“Arab females are fighting every single day to prove themselves as successful businesswomen in the workforce. Despite some nations that still control women’s lives and decisions, we are taking baby steps to break out of boxes, and I strongly believe we will get there soon,” Nourhan Rahhal, a Lebanese designer discloses in an exclusive chat with Homecrux. Nourhan rose to fame with the Vee chair she exhibited at the Dubai Design Week 2022.
Born and raised in the UAE, Nourhan is an interior architect by profession. She grew a great passion for furniture designing and fabricating at a very early stage during design school. With the multicultural society of the UAE having a great positive effect on her approach to design in general, she stands tall as a representative of women woodworkers in Arab nations.
“I was 22 when I first worked as an usher in Art Abu Dhabi,” said Nourhan.

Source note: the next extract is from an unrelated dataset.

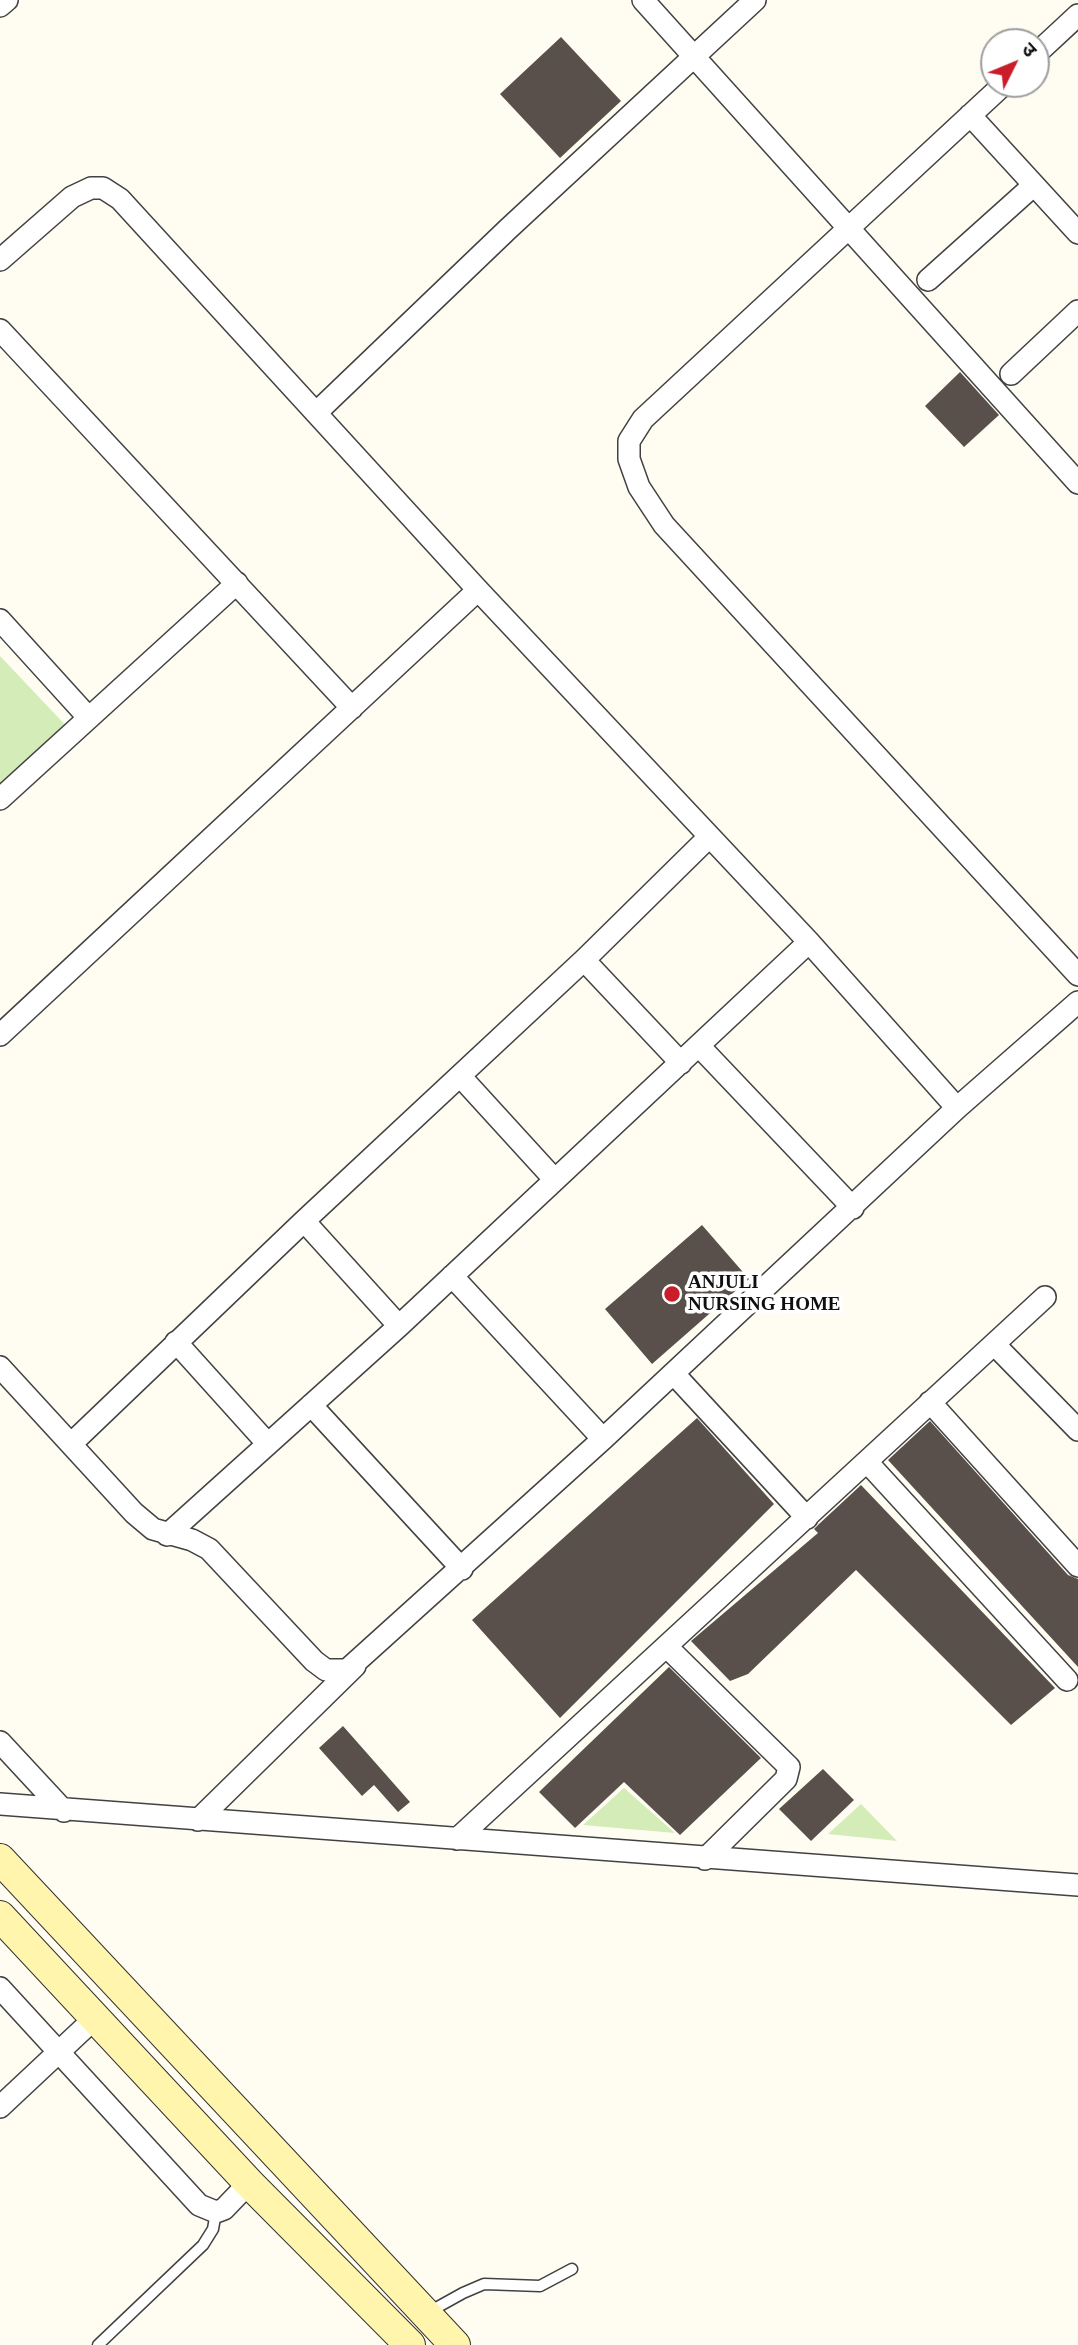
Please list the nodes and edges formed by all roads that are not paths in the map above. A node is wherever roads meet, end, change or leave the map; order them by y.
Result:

The place hosts a lot of art exhibitions and welcomed artists from around the globe. Struggling to find a job after she graduated from design school, with no experience in baggage, she was checking tickets at the entrance.
“In my head, I believed that one day I will enter the same doors as an exhibitor. Almost seven years later, here I am with the Vee chair that serves as a seating piece while the ultimate goal is to function as a statement piece,” she noted.
The chair replicates a proud powerful presence that allows one’s natural strength to manifest itself through the details of the chair. It mainly educates the user on the importance of posture and how it affects psychology and self-confidence, thereby allowing the user to experience a form of a power pose. It was one of the top highlights of Dubai Design Week.
Boasting a proud and powerful presence, the wooden chair with metal legs features excellent carving details. As a result, one has to sit in a stretched-up position, thus allowing the user to experience a form of a power pose. “Currently, I focus on experimenting with psychological states of mind and how furniture and posture can affect one’s state of psyche.”
Apart from acting as a furnishing item, the chair is specifically aimed to reconstruct the norm of how young females are taught to sit and almost curl up when they should be able to comfortably stretch their bodies. Nourhan further told us, “I tend to aim at triggering emotions through the furniture I design. To me once human emotions are triggered somehow, they tend to have a memorable experience that would stick with them for a longer period of time hence making an experience unique.”
Commenting on her journey from usher to exhibitor she said, “It is interesting and challenging at the same time.” In UAE, most factories or workshops are in industrial areas, hence ones that are male-dominated. More importantly, women’s role in fabrication and woodworking is still not a very common thing in this part of the world and is also not acknowledged.
“It has been quite a challenge to get things done; especially to find places with machinery I can use. I’ve been part of the design and fabricating world for around nine years now and I still enjoy the reactions I get from people when they know I’m a female woodworker. The reaction is either sincere shock or mere impressiveness. I don’t think I’ll ever get over that reaction until I succeed in my long-term plan which is making female woodworkers a new norm in this part of the world and help inspire Arab females in general and young ones in specific, to break out of boxes society has forced on them.”
The designer considers exhibiting Vee at Dubai Design Week a huge milestone in her career. Apart from being a wonderful experience, it gave her the platform to connect with many other names in the field. Nourhan further stated, “While I do think that we do have some nations that still control women’s lives and decisions, not only in the Middle East or the Arab world but also in what is considered developed countries such as the United States of America (criminalizing abortion in parts of the country), I prefer to look at the positive side of things and focus on some accomplishments.”
Further commenting on the state of women designers in Arab nations, she said, “If one were to compare the status of women between 50 years ago and today, one would recognize that women are now being more and more indulged in the workforce of many economies in this part of the world.” Vee aims to give a sense of strength to all those women who are still tied in the shackles of misogyny.
She recently captioned one of her Instagram posts, “Create your own norms; make your own rules, then break them.” Rules are made to be broken is the mantra of the Lebanese designer who is inspiring more and more women to stand up against injustice and misogyny while being a torch bearer for women, life, and freedom.